## TASK
Among the entries below, how many lines have the word "Hanes"? Answer only with the number.

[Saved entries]

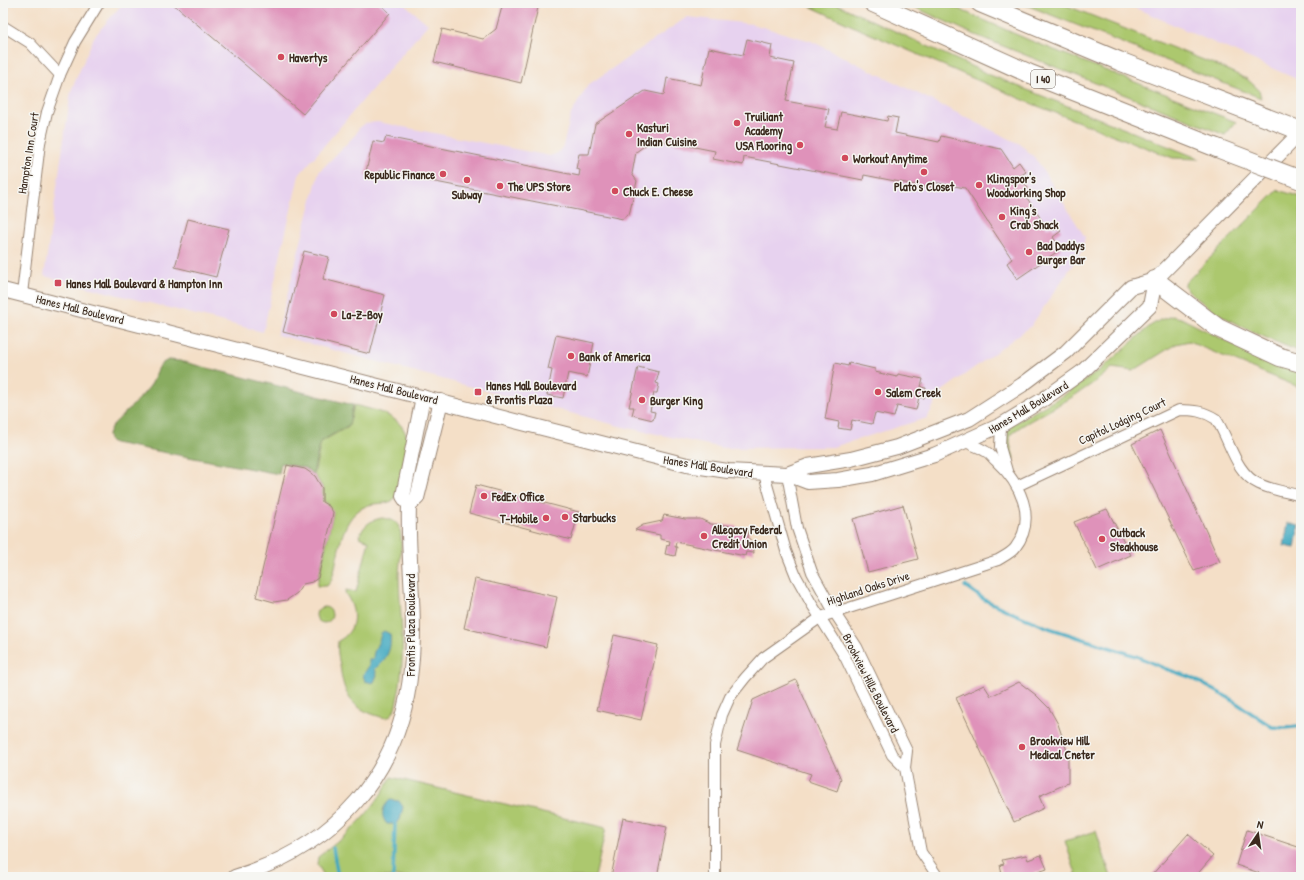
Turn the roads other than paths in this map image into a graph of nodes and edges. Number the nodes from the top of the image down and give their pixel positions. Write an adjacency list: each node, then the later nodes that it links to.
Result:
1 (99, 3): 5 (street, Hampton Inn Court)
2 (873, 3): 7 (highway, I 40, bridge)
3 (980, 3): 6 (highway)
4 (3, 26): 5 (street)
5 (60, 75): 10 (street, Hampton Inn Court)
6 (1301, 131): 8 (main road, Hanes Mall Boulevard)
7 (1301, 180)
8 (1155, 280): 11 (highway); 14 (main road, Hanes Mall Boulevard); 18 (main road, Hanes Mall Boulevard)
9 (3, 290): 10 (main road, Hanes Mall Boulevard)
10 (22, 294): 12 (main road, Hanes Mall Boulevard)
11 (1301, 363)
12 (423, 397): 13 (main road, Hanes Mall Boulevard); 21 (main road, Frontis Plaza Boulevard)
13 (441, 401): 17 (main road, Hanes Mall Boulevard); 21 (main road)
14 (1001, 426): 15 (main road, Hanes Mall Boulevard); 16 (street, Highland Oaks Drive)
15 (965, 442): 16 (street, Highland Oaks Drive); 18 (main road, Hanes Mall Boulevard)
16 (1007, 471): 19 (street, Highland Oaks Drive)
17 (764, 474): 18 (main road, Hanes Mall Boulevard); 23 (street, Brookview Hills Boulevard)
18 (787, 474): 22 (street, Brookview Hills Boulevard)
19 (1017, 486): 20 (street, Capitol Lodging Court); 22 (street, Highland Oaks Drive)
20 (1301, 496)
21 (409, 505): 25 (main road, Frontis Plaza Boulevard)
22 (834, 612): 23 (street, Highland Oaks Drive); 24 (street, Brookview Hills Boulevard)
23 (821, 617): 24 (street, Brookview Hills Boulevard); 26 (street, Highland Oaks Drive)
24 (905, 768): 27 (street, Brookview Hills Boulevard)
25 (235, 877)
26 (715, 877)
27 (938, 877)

--

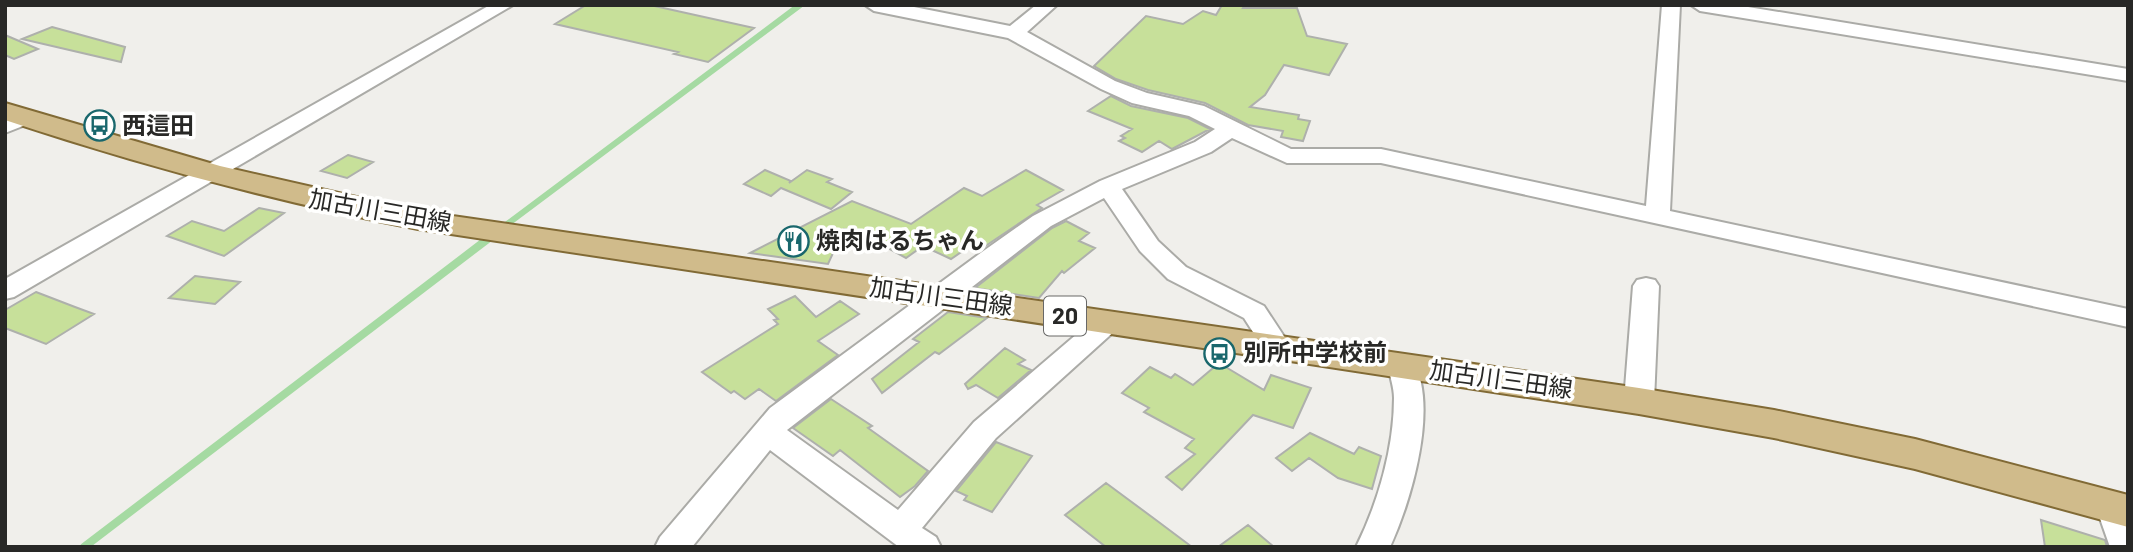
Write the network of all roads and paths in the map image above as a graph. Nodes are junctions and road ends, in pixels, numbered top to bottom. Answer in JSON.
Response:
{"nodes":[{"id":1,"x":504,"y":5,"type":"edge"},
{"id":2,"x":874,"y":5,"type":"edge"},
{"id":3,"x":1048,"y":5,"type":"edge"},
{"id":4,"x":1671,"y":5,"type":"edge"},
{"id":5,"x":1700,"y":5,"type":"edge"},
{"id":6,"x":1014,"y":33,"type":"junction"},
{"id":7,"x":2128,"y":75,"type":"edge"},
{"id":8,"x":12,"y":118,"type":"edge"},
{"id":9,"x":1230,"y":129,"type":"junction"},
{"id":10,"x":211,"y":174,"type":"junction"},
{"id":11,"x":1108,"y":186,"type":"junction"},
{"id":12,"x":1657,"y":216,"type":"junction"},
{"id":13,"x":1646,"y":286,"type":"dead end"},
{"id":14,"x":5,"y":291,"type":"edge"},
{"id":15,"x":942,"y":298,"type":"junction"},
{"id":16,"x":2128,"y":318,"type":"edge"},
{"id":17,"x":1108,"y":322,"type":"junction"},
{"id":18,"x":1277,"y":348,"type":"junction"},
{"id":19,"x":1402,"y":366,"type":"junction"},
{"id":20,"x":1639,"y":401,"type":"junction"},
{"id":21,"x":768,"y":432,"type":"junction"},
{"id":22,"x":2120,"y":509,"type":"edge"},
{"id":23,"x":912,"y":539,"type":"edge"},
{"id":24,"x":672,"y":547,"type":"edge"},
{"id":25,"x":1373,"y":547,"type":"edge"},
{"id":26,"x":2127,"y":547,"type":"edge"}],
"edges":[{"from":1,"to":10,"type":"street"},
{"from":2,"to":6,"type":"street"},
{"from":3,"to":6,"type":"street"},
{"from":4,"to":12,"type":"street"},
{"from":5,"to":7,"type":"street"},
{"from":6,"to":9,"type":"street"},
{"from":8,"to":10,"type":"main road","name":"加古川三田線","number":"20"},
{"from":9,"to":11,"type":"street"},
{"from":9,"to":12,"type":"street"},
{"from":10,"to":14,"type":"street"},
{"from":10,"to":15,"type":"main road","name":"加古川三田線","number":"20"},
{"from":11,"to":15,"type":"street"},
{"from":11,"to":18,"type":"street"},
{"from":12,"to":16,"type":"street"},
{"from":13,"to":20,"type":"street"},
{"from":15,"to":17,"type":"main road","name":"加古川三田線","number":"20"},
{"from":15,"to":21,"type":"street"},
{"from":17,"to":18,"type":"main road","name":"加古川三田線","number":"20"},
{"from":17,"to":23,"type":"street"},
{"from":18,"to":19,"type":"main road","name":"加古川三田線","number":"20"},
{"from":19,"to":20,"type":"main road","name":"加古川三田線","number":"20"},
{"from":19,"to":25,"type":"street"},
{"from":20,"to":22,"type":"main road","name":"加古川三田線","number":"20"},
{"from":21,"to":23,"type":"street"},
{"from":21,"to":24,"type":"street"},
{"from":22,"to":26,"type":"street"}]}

## COMPLETED EXERCISE
9